Work to be completed ->
Verbatim reproduction of the entries is required; images must be omitted.

(Stored items)
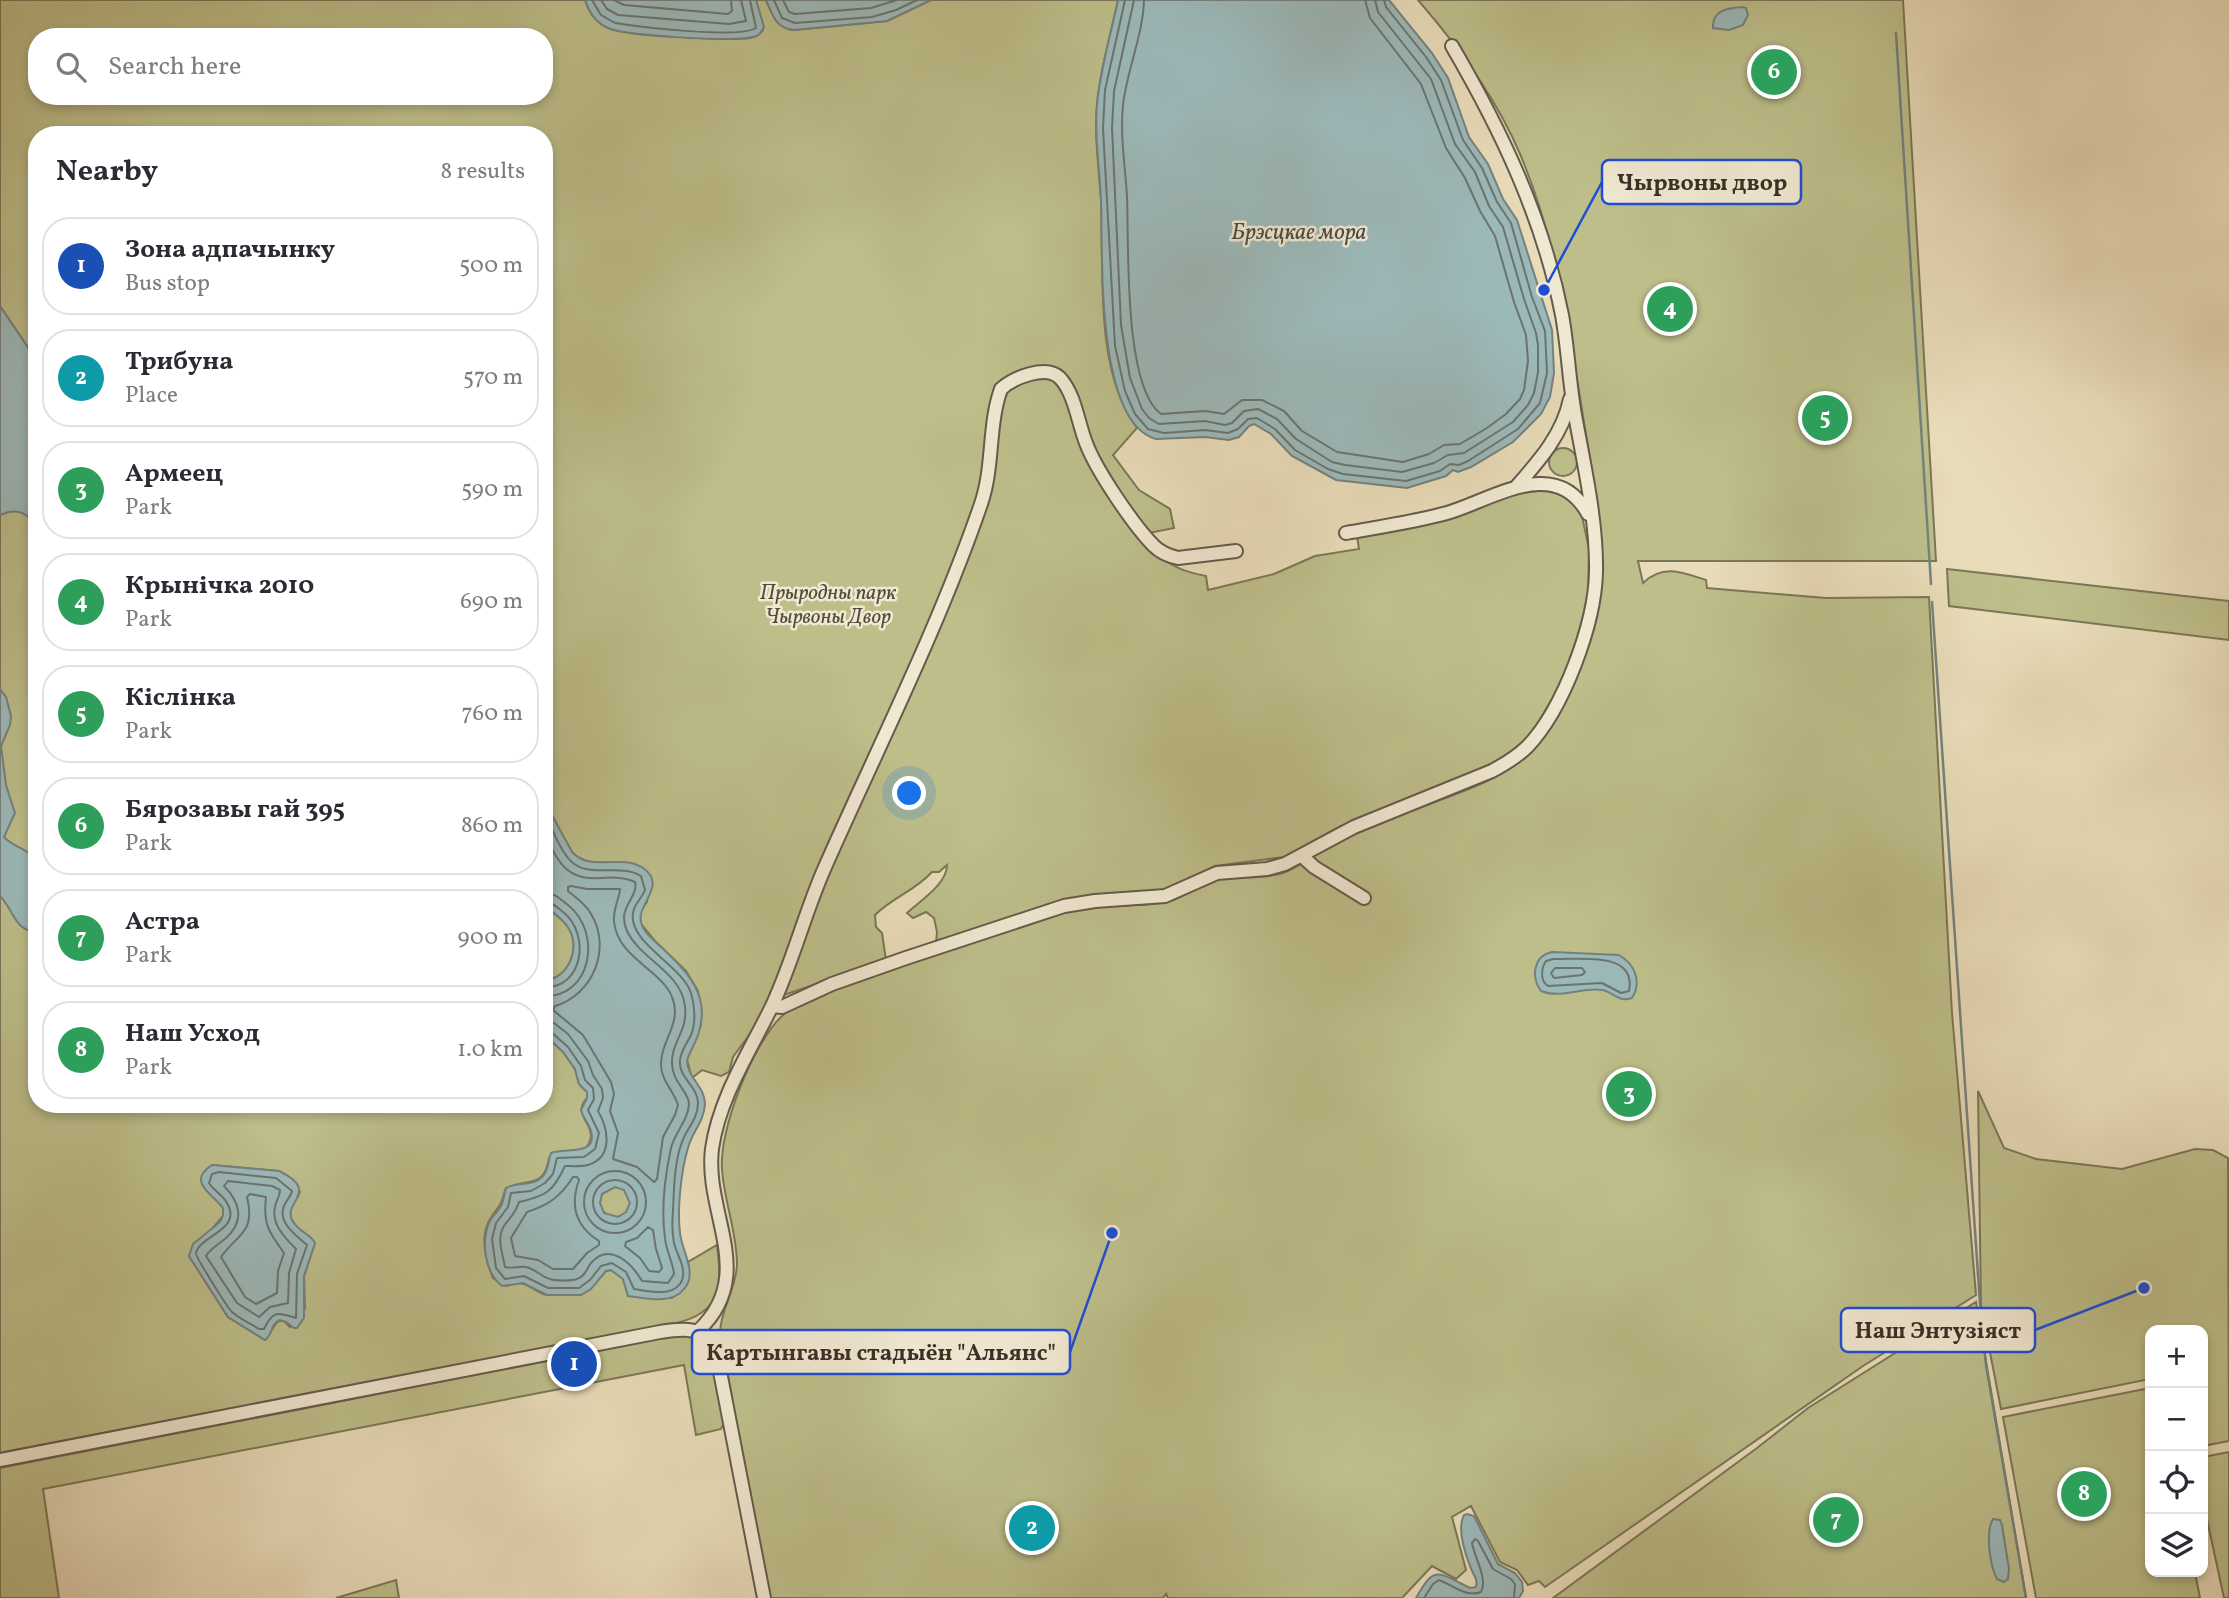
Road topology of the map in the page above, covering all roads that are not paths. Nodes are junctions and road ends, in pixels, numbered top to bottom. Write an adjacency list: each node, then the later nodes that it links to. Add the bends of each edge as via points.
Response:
1 (1452, 46): 2 (street, via 1502,137 1533,212 1562,315)
2 (1572, 391): 3 (street, via 1558,432); 4 (street)
3 (1516, 487): 4 (street, via 1561,487 1572,492); 5 (street, via 1449,512)
4 (1592, 520): 7 (street, via 1596,579 1587,625 1567,684 1528,746 1492,771 1354,827)
5 (1346, 533)
6 (1236, 551): 9 (street, via 1178,558 1155,547 1094,461 1065,385 1055,375 1037,374 1017,378 1001,389 990,469 978,513 906,690 813,895)
7 (1302, 856): 8 (street); 9 (street, via 1276,867 1217,873 1165,896 1081,903 1048,911 857,975 782,1007)
8 (1364, 898)
9 (772, 1006): 10 (street, via 715,1134 711,1164 727,1267 720,1303)
10 (698, 1331): 11 (street, via 660,1332); 12 (street, via 712,1343 718,1360)
11 (0, 1460)
12 (764, 1598)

Response below ->
Road topology of the map in the page above, covering all roads that are not paths. Nodes are junctions and road ends, in pixels, numbered top to bottom. Write an adjacency list: each node, then the later nodes that it links to. Add the bends of each edge as via points.
Response:
1 (1452, 46): 2 (street, via 1502,137 1533,212 1562,315)
2 (1572, 391): 3 (street, via 1558,432); 4 (street)
3 (1516, 487): 4 (street, via 1561,487 1572,492); 5 (street, via 1449,512)
4 (1592, 520): 7 (street, via 1596,579 1587,625 1567,684 1528,746 1492,771 1354,827)
5 (1346, 533)
6 (1236, 551): 9 (street, via 1178,558 1155,547 1094,461 1065,385 1055,375 1037,374 1017,378 1001,389 990,469 978,513 906,690 813,895)
7 (1302, 856): 8 (street); 9 (street, via 1276,867 1217,873 1165,896 1081,903 1048,911 857,975 782,1007)
8 (1364, 898)
9 (772, 1006): 10 (street, via 715,1134 711,1164 727,1267 720,1303)
10 (698, 1331): 11 (street, via 660,1332); 12 (street, via 712,1343 718,1360)
11 (0, 1460)
12 (764, 1598)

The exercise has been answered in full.